== WHAT YOU NEED TO DO ==
What you give back must match the records below word for word.

################

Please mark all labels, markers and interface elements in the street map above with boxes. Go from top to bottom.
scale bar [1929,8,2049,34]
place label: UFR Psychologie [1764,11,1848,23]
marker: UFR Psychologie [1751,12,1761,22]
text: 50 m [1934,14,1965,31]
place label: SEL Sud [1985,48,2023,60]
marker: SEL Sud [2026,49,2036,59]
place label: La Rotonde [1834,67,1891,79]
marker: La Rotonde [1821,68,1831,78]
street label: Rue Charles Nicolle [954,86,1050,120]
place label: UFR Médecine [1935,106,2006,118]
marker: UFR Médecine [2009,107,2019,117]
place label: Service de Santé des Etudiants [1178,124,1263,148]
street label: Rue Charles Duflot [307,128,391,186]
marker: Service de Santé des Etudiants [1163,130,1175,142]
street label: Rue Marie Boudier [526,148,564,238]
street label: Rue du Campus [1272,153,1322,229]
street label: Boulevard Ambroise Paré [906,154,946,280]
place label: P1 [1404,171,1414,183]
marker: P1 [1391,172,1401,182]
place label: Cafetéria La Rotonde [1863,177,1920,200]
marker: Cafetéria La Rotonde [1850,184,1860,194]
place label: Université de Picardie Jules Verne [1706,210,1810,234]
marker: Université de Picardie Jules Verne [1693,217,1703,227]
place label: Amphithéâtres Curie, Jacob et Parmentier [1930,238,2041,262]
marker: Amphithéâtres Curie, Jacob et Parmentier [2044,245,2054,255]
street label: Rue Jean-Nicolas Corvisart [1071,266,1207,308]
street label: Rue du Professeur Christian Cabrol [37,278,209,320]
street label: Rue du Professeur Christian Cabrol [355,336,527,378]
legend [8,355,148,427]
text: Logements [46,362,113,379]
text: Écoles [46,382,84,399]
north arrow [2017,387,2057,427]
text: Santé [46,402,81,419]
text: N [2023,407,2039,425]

################

== ANSWER TO THIS TASK ==
Please mark all labels, markers and interface elements in the street map above with boxes. Go from top to bottom.
scale bar [1929,8,2049,34]
place label: UFR Psychologie [1764,11,1848,23]
marker: UFR Psychologie [1751,12,1761,22]
text: 50 m [1934,14,1965,31]
place label: SEL Sud [1985,48,2023,60]
marker: SEL Sud [2026,49,2036,59]
place label: La Rotonde [1834,67,1891,79]
marker: La Rotonde [1821,68,1831,78]
street label: Rue Charles Nicolle [954,86,1050,120]
place label: UFR Médecine [1935,106,2006,118]
marker: UFR Médecine [2009,107,2019,117]
place label: Service de Santé des Etudiants [1178,124,1263,148]
street label: Rue Charles Duflot [307,128,391,186]
marker: Service de Santé des Etudiants [1163,130,1175,142]
street label: Rue Marie Boudier [526,148,564,238]
street label: Rue du Campus [1272,153,1322,229]
street label: Boulevard Ambroise Paré [906,154,946,280]
place label: P1 [1404,171,1414,183]
marker: P1 [1391,172,1401,182]
place label: Cafetéria La Rotonde [1863,177,1920,200]
marker: Cafetéria La Rotonde [1850,184,1860,194]
place label: Université de Picardie Jules Verne [1706,210,1810,234]
marker: Université de Picardie Jules Verne [1693,217,1703,227]
place label: Amphithéâtres Curie, Jacob et Parmentier [1930,238,2041,262]
marker: Amphithéâtres Curie, Jacob et Parmentier [2044,245,2054,255]
street label: Rue Jean-Nicolas Corvisart [1071,266,1207,308]
street label: Rue du Professeur Christian Cabrol [37,278,209,320]
street label: Rue du Professeur Christian Cabrol [355,336,527,378]
legend [8,355,148,427]
text: Logements [46,362,113,379]
text: Écoles [46,382,84,399]
north arrow [2017,387,2057,427]
text: Santé [46,402,81,419]
text: N [2023,407,2039,425]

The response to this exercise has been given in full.